[Description of the task] Go through the data line by line. Copy each one holding the string "name".

Items from a data source
▬▬▬▬▬▬
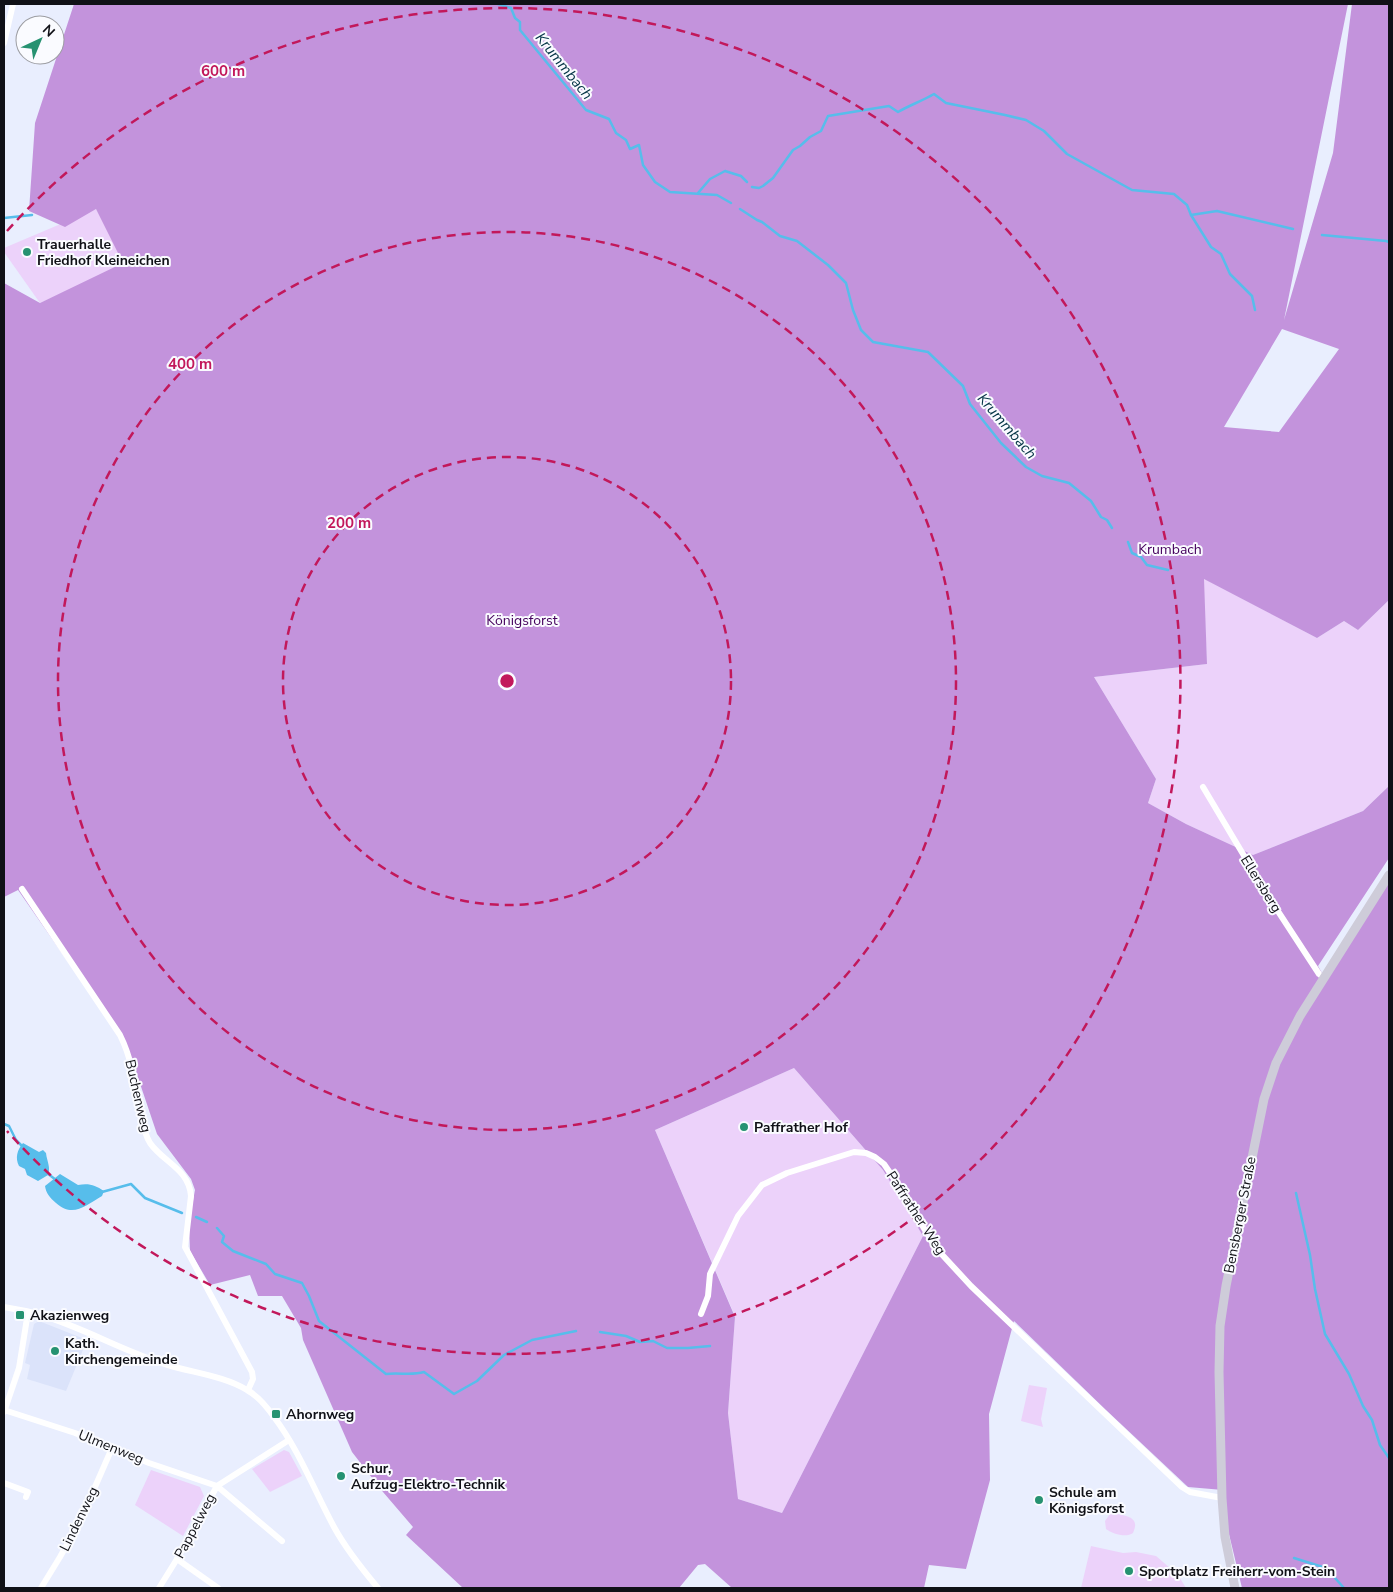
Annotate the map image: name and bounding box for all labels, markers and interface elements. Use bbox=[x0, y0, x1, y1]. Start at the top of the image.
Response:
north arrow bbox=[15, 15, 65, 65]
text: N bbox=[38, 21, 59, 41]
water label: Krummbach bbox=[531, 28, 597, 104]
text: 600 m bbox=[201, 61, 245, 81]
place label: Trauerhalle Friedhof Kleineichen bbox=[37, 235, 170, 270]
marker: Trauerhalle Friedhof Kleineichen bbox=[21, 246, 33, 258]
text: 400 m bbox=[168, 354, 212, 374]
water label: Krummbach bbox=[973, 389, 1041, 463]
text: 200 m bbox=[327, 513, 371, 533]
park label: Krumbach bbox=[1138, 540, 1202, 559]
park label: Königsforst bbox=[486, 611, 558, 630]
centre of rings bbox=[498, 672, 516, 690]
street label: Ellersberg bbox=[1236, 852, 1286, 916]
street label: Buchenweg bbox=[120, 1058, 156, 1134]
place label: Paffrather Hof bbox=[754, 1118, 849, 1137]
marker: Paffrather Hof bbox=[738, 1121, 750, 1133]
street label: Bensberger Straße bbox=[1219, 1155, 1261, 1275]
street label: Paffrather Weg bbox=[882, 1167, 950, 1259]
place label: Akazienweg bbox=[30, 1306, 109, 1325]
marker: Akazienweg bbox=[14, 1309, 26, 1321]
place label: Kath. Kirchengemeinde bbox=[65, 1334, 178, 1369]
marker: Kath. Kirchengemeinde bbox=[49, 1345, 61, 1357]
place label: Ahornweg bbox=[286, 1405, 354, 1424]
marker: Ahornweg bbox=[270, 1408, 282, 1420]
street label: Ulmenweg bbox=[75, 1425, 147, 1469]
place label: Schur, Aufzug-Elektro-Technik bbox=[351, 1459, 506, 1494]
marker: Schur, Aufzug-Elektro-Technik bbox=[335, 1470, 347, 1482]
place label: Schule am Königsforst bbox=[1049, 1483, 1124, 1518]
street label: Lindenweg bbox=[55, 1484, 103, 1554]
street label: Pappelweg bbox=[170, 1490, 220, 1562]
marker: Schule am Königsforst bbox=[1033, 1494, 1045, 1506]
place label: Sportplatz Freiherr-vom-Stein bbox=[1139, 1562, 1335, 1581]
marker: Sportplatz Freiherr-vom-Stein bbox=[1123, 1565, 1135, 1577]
▬▬▬▬▬▬
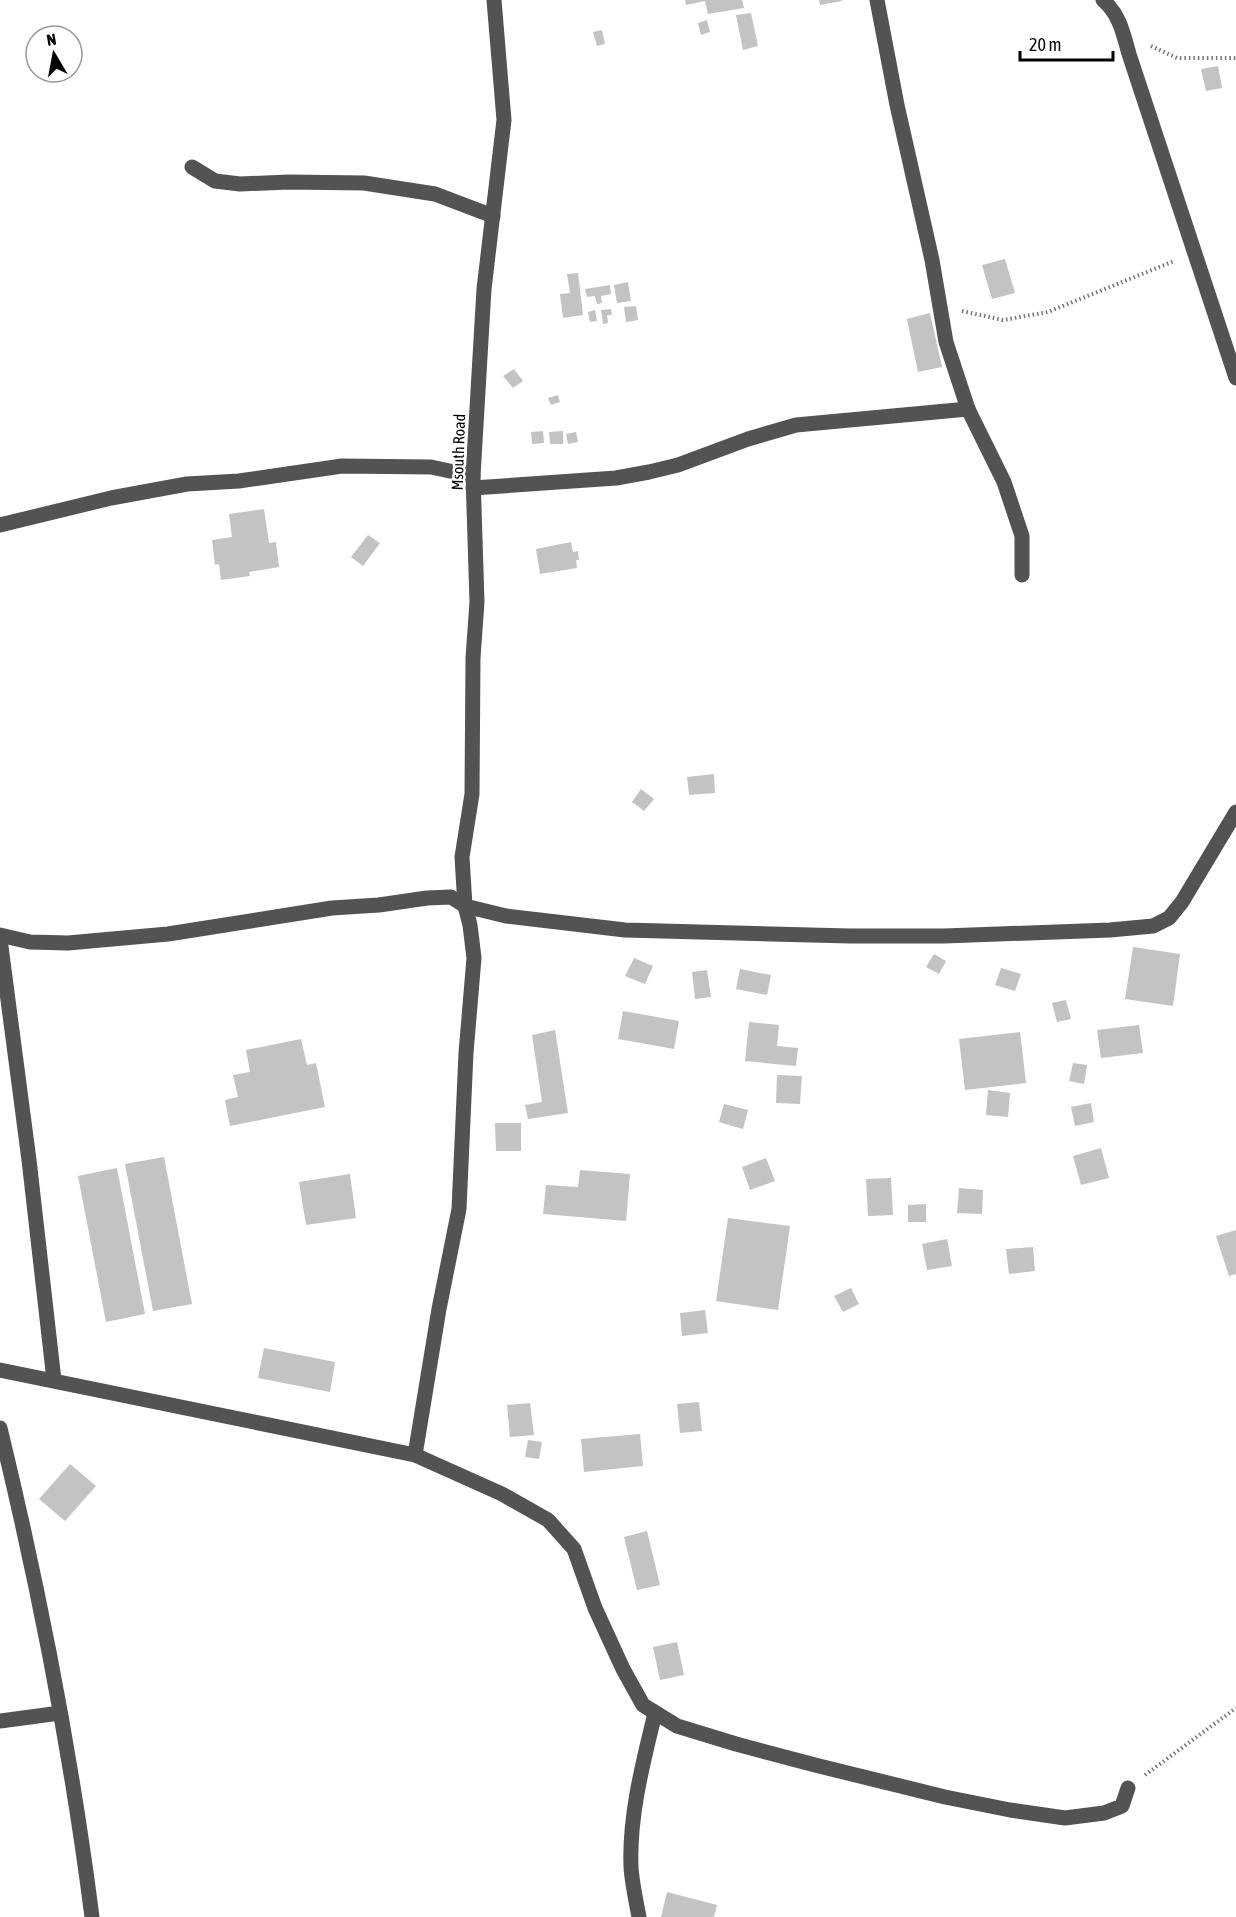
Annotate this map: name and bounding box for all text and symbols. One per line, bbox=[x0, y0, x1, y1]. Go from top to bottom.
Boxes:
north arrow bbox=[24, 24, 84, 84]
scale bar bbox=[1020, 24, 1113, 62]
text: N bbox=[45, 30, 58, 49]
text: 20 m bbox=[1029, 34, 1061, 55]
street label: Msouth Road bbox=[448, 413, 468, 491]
▬▬▬▬▬▬
[Reply]
Annotate the map image: name and bounding box for all labels, markers and interface elements. Use bbox=[x0, y0, x1, y1]. Start at the top of the image.
Annotate this map: name and bounding box for all text and symbols. One per line, bbox=[x0, y0, x1, y1]. Go from top to bottom.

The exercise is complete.